Painting by Henry Nelson O'Neil

The Landing of Princess Alexandra at Gravesend is an 1864 oil painting by the British artist Henry Nelson O'Neil. It depicts the arrival of Alexandra of Denmark at Gravesend in Kent on 7 March 1863 accompanied by her family. Alexandra had arrived in Britain for her wedding with the Prince of Wales, the son and heir of Queen Victoria. The wedding took place three days later in St George's Chapel, Windsor Castle and was notably painted as The Marriage of the Prince of Wales by William Powell Frith, who like O'Neil, had been a member of the artistic group The Clique.

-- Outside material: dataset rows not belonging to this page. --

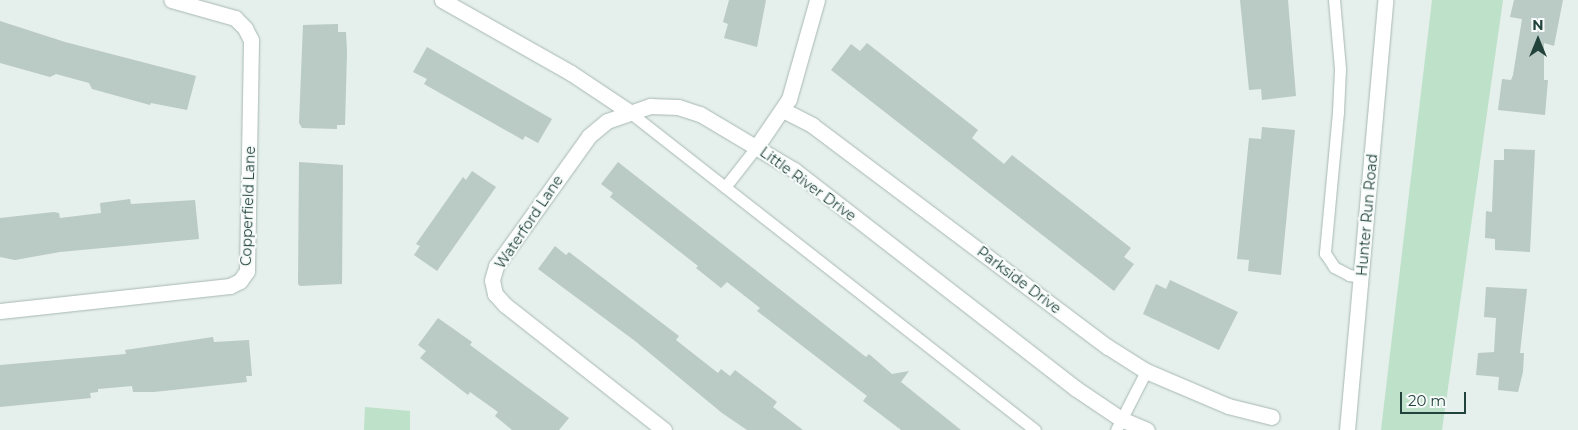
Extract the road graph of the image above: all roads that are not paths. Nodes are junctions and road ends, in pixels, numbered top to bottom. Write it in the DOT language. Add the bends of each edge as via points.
graph roads {
  1 [pos="171,0"];
  2 [pos="442,0"];
  3 [pos="816,0"];
  4 [pos="1334,0"];
  5 [pos="1384,0"];
  6 [pos="783,110"];
  7 [pos="628,111"];
  8 [pos="757,146"];
  9 [pos="725,187"];
  10 [pos="1361,277"];
  11 [pos="0,311"];
  12 [pos="1146,371"];
  13 [pos="1272,416"];
  14 [pos="1118,425"];
  15 [pos="664,430"];
  16 [pos="1036,430"];
  17 [pos="1147,430"];
  18 [pos="1348,430"];
  1 -- 11 [label="street, Copperfield Lane" via="235,18 251,40 247,271 240,281 230,286"];
  2 -- 7 [label="street" via="571,73"];
  3 -- 6 [label="street" via="796,81"];
  4 -- 10 [label="lane" via="1340,69 1325,253 1334,267"];
  5 -- 10 [label="street, Hunter Run Road"];
  6 -- 8 [label="street"];
  6 -- 12 [label="street, Parkside Drive" via="812,125 1108,347"];
  7 -- 8 [label="street, Little River Drive" via="650,106 678,107 700,114"];
  7 -- 9 [label="lane"];
  7 -- 15 [label="street, Waterford Lane" via="607,121 588,136 496,266 492,280 495,294 504,305"];
  8 -- 9 [label="lane"];
  8 -- 14 [label="street, Little River Drive" via="794,170"];
  9 -- 16 [label="lane"];
  10 -- 18 [label="street, Hunter Run Road"];
  12 -- 13 [label="street, Parkside Drive" via="1228,406"];
  12 -- 14 [label="lane"];
  14 -- 17 [label="street, Little River Drive"];
}
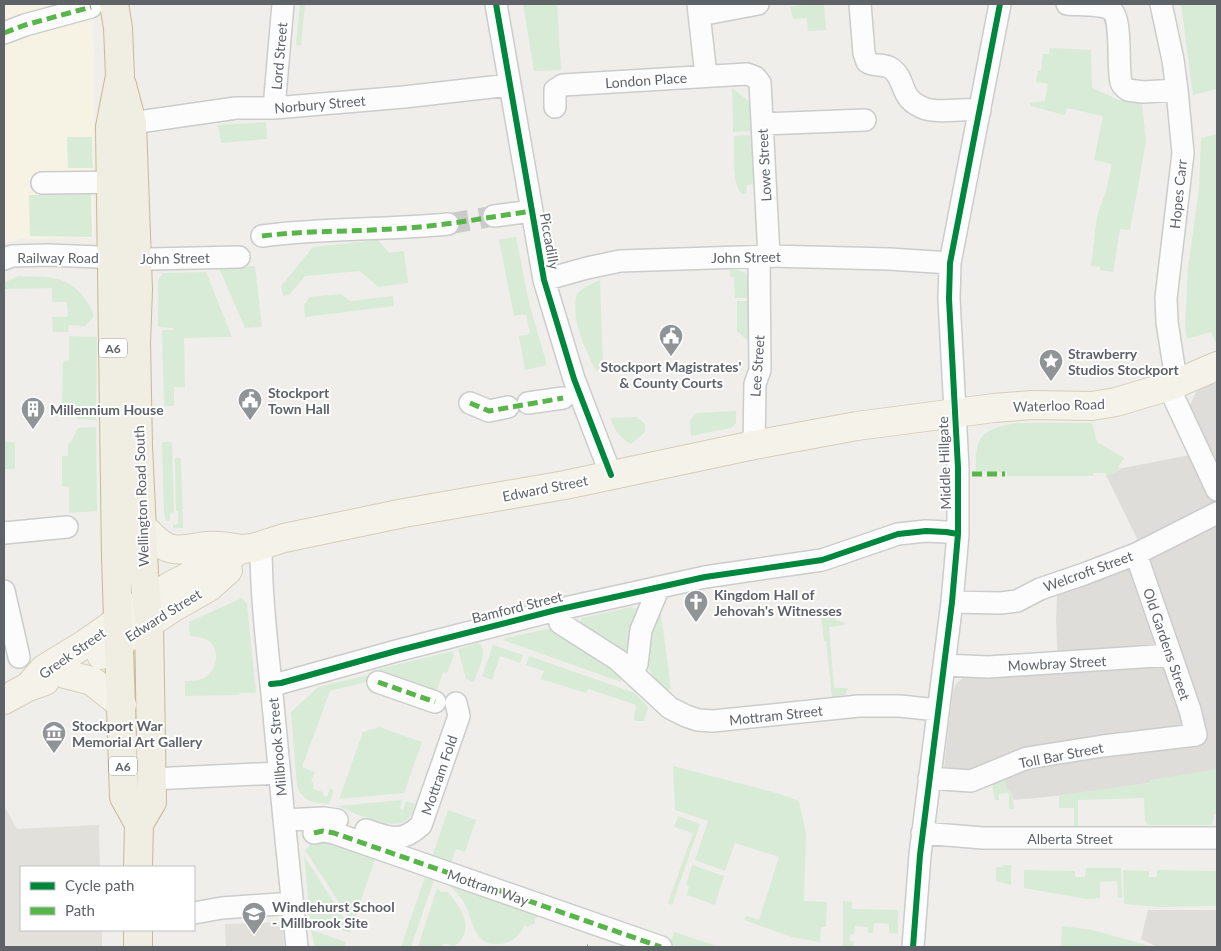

O'Neill depicts the scene on the Royal Terrace Pier after Alexandra had landed after a voyage across the North Sea on the royal yacht . Alexandra, accompanied by members of the Danish Royal Family, is escorted by her future husband Albert Edward, Prince of Wales. In front of them girls dress in red and white (the Danish national colours) scatter scatter baskets of violets and primroses. O'Neill included fifty different portraits in the work including Christian IX of Denmark, Louise of Hesse-Kassel, Frederick VIII of Denmark, Princess Dagmar, Princess Thyra and George I of Greece. Henry Seymour, the commander of the royal yacht is also depicted and O'Neil added a self-portrait of himself in the top right-hand side. The work was displayed at the Royal Academy Exhibition of 1864. The painting is in the collection of the National Portrait Gallery in London. A smaller preparatory version is in the collection of the National Maritime Museum in Greenwich.

==Bibliography==
- Bentley-Crantch, Dana. Edward VII: Image of an Era, 1841-1910. H.M. Stationery Office, 1992.
- Bills, Mark & Knight, Vivien (ed.) William Powell Frith: Painting the Victorian Age. Yale University Press, 2006
- Byrde, Penelope. Nineteenth Century Fashion. Batsford, 1992.